ISACA provides a summary of the President’s executive order on cybersecurity issued earlier this month.
From the whoops I forgot to patch my system front
- The American Hospital Association reports that “Cyber actors continue to exploit vulnerabilities in the operating system for the Fortinet network security system, the FBI warned [Thursday May 27], noting that a group “almost certainly” exploited a Fortigate appliance this month to access a webserver hosting the domain for a U.S. municipal government. The agency said actors are actively targeting a broad range of victims across multiple sectors. The alert recommends actions to help organizations guard against the threat.” More background on the Fortinet situation is available on ZDNet.
- Bleeping Computer informs us that “A new ransomware threat calling itself Red Epsilon has been seen leveraging Microsoft Exchange server vulnerabilities to encrypt machines across the network. * * * The researchers found that the threat actor breached the enterprise network by exploiting unpatched vulnerabilities in on-premise Microsoft Exchange server. * * * Because of the critical severity, organizations across the world rushed to install the patches and in less than a month about 92% of the vulnerable on-premise Microsoft Exchange servers received the update.”
- Here is a link to the Bleeping Computers’ This Week in Ransomware for May 28, 2021.
- Also for MacOS users like the FEHBlog, Fortune reports that that “A newly discovered flaw in the macOS operating system could allow intruders to take screenshots, record video, or access files on a hard drive without the machine owner’s knowledge. * * * A type of malware, dubbed XCSSET, which was first discovered last year, has found a way to use permissions obtained by other apps to bypass TCC, giving it broad access to infected Macs. * * * Apple already has issued a patch to keep XCSSET from using this vulnerability and is encouraging anyone running macOS 11.4 or later to download it immediately.”
From the phishing front, Security Week alerts us that
The Russia-linked threat group believed to be behind the SolarWinds attack has been observed launching a new campaign this week. The attacks have targeted the United States and other countries, and involve a legitimate mass mailing service and impersonation of a government agency.

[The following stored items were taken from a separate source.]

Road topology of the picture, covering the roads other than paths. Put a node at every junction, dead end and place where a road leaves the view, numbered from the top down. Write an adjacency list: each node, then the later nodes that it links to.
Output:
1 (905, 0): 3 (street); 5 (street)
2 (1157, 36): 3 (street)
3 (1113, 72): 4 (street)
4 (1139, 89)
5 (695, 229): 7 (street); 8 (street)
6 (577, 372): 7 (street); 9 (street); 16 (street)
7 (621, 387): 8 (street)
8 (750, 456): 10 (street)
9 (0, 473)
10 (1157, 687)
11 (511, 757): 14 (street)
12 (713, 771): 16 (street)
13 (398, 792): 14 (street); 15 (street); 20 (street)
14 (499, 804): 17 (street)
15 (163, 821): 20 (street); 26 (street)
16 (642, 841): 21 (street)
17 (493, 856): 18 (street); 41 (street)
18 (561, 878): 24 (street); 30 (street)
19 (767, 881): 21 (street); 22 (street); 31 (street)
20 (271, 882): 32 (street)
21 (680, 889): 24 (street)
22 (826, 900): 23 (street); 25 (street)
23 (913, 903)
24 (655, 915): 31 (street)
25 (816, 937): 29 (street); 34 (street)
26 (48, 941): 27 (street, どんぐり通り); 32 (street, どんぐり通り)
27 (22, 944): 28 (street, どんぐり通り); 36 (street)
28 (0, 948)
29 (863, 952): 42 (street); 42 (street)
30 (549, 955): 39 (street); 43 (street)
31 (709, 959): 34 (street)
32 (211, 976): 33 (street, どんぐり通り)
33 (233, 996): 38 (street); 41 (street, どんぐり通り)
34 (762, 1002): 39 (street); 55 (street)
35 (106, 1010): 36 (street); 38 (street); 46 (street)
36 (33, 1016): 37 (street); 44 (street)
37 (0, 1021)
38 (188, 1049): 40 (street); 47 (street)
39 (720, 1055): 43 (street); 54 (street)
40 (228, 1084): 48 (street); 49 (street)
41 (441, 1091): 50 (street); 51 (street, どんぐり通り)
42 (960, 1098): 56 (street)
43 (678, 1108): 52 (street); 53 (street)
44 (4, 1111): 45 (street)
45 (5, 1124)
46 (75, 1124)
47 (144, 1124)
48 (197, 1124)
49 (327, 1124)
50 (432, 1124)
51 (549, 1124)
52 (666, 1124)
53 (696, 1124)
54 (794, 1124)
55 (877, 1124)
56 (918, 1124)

The latest attacks were analyzed by Microsoft, which tracks the threat actor as Nobelium, and by incident response firm Volexity, which has found some links to APT29, a notorious cyberspy group previously linked to Russia.
The campaign appears to have started on May 25 and Microsoft said it involved malicious emails being sent to roughly 3,000 accounts across over 150 organizations in 24 countries. The highest percentage of emails went to the United States, but Volexity also saw a significant number of victims in Europe.
Targeted organizations include government agencies, think tanks, NGOs, and consultants. Microsoft said at least a quarter of the targets are involved in human rights and international development work.
Meanwhile Fortune reports that
Several cyber security startups like IronScales and Vade Secure are using machine learning to spot phishing emails. Venture capitalists are betting that these startups will eventually become big businesses.
Tessian co-founder and CEO Tim Sadler said that his startup analyzes a company’s corporate emails to discover patterns, such as common email addresses that people correspond with, which could indicate that they are messages to customers, for instance. The company then uses this data to train a machine-learning model, which can scan emails and flag those that are suspicious before employees click on them.
The machine learning system also displays the reasons why it suspects an email is fraudulent, such as it featuring a strange web link or misspellings of employee names. * * *
One challenge facing companies trying to combat phishing is the rise of more realistic attacks aided by advances in natural language processing, a subset of A.I. that involves computers creating and understanding text. Bishop said that advances in powerful language models like OpenAI’s GPT-3 systemcould lead to criminals more easily creating phishing emails that appear to be personalized to particular recipients. For instance, such an email could contain an A.I.-generated message in which the writing style is similar to a worker’s boss, making it harder to spot a fraud.
As a result, Tessian, and other companies, are on a quest to improve their A.I. to detect more advanced A.I.-powered phishing attacks, which could one day be as “prevalent as spam,” {Tessian co-founder and chief technology officer Ed] Bishop said.